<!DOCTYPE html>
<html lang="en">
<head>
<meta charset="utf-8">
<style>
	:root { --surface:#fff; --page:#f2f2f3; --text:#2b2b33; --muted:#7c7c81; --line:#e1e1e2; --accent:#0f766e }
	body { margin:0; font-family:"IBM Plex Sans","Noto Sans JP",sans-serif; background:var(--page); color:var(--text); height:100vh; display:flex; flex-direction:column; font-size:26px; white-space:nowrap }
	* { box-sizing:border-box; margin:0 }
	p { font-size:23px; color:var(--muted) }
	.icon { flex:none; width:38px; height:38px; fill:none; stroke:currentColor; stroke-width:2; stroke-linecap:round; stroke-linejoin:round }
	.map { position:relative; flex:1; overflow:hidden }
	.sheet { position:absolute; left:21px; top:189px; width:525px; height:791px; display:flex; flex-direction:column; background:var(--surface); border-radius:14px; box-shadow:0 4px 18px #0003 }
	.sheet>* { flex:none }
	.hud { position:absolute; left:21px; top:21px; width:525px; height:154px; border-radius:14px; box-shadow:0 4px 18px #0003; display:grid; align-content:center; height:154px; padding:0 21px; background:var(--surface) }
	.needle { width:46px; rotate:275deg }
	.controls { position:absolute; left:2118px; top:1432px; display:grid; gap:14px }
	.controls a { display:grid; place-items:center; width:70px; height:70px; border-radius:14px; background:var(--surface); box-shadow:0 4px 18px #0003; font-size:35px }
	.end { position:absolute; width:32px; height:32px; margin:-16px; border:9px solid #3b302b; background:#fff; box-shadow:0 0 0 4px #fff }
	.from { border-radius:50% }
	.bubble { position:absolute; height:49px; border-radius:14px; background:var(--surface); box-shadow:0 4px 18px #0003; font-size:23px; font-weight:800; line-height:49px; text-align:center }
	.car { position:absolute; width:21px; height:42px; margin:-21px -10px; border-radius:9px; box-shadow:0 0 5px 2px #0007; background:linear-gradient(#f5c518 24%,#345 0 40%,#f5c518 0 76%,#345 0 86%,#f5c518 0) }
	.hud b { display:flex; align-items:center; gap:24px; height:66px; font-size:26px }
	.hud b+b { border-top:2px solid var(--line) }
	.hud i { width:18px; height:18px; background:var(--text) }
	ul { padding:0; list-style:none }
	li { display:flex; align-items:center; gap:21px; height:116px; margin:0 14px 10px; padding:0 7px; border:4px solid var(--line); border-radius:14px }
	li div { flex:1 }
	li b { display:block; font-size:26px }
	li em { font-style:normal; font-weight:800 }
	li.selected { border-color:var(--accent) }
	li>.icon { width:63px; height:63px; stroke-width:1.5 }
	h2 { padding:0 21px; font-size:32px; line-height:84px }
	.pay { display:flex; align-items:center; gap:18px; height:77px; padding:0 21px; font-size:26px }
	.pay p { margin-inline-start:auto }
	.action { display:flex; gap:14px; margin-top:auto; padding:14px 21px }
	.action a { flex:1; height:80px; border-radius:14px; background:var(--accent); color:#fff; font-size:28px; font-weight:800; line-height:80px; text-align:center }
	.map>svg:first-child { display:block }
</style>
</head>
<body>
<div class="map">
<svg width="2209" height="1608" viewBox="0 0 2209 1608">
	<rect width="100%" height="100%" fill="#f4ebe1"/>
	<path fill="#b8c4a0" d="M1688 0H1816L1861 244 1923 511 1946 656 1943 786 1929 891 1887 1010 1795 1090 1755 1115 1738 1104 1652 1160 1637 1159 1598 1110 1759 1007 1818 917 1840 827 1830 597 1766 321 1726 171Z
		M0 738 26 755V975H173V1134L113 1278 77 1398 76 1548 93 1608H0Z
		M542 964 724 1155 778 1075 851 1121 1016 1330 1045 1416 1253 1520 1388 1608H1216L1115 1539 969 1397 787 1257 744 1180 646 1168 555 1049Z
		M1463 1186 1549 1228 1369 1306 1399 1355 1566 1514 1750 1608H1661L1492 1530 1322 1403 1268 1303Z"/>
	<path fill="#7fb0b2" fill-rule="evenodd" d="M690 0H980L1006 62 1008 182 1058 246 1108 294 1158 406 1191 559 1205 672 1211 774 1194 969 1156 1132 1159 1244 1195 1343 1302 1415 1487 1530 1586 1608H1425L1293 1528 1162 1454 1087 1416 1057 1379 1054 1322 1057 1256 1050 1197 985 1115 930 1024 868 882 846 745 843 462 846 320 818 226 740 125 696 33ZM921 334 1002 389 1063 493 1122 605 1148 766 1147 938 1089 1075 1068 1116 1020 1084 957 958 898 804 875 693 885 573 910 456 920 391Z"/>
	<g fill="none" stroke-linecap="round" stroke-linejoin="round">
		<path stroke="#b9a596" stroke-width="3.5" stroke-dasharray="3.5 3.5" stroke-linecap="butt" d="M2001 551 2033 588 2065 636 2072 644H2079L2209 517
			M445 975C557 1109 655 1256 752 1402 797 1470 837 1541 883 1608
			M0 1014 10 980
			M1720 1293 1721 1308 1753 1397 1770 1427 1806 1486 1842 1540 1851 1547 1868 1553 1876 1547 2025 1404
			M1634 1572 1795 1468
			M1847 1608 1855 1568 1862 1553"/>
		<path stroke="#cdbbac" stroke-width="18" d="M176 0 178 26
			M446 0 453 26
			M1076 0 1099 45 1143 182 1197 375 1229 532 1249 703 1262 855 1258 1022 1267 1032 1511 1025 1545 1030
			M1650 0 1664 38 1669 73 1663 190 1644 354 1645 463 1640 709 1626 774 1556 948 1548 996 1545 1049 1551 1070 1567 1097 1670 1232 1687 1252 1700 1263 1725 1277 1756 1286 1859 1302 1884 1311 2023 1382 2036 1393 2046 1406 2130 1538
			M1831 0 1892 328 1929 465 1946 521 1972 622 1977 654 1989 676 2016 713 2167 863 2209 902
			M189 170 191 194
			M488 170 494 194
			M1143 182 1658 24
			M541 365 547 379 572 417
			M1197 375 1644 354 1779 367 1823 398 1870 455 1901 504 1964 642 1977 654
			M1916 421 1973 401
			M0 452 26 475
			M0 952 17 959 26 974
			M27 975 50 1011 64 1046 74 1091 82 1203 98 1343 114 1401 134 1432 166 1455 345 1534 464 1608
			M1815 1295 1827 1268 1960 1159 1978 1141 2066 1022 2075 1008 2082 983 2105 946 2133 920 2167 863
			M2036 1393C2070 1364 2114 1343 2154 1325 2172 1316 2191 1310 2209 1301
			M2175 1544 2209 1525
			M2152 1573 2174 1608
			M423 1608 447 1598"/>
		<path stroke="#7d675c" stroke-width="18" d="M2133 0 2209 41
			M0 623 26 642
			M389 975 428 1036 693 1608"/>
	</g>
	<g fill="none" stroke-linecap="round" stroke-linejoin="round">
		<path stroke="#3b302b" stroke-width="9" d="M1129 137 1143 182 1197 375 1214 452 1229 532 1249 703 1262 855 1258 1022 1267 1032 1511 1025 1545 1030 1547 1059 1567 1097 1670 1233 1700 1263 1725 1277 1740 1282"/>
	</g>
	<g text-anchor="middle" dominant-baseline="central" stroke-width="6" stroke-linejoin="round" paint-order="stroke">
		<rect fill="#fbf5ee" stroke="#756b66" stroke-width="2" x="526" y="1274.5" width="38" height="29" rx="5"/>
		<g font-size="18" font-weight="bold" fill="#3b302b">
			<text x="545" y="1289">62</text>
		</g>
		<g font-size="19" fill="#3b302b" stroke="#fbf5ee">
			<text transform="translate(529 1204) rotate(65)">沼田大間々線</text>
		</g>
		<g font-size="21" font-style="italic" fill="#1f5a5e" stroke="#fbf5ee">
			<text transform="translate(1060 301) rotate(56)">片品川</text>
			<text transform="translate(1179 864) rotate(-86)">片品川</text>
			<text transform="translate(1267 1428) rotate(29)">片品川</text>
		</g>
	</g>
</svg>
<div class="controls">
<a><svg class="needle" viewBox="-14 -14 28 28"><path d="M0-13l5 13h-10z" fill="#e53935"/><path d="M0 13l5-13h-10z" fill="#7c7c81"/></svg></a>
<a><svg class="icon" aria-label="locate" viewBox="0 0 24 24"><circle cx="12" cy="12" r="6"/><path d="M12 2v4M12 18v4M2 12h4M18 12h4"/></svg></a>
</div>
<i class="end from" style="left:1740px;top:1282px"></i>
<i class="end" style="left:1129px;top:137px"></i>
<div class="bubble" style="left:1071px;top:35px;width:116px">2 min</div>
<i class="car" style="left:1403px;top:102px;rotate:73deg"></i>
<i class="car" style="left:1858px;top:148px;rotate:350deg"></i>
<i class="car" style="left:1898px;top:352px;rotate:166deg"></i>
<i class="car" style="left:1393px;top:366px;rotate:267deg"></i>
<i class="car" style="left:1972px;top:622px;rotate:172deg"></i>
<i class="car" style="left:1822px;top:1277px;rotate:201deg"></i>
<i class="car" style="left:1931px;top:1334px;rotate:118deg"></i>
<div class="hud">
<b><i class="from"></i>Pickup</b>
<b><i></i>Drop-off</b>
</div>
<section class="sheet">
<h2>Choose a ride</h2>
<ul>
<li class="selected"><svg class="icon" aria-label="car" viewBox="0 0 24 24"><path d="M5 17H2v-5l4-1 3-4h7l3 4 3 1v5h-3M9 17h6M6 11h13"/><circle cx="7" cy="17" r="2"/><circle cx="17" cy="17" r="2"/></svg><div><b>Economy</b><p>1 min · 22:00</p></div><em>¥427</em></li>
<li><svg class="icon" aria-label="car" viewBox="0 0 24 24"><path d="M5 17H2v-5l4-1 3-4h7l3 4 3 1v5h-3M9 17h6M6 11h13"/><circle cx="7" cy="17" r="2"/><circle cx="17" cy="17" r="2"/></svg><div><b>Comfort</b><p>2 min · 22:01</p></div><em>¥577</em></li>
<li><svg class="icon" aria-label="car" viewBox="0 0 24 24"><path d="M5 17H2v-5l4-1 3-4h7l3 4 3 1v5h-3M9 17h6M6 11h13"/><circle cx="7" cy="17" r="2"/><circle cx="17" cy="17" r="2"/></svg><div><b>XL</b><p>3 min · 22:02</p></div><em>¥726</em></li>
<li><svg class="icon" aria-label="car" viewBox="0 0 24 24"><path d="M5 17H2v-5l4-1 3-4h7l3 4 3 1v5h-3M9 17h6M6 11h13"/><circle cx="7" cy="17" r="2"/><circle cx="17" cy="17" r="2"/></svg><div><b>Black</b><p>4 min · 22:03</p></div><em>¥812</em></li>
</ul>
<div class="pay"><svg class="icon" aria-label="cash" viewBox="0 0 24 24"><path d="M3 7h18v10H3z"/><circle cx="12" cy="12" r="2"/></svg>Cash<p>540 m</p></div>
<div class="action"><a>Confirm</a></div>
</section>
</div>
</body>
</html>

──────────────────────────────

[Exercise description]: Examine the data above and state how many of its lines contain the word "shadow", with no further remarks.

[Response box]: 6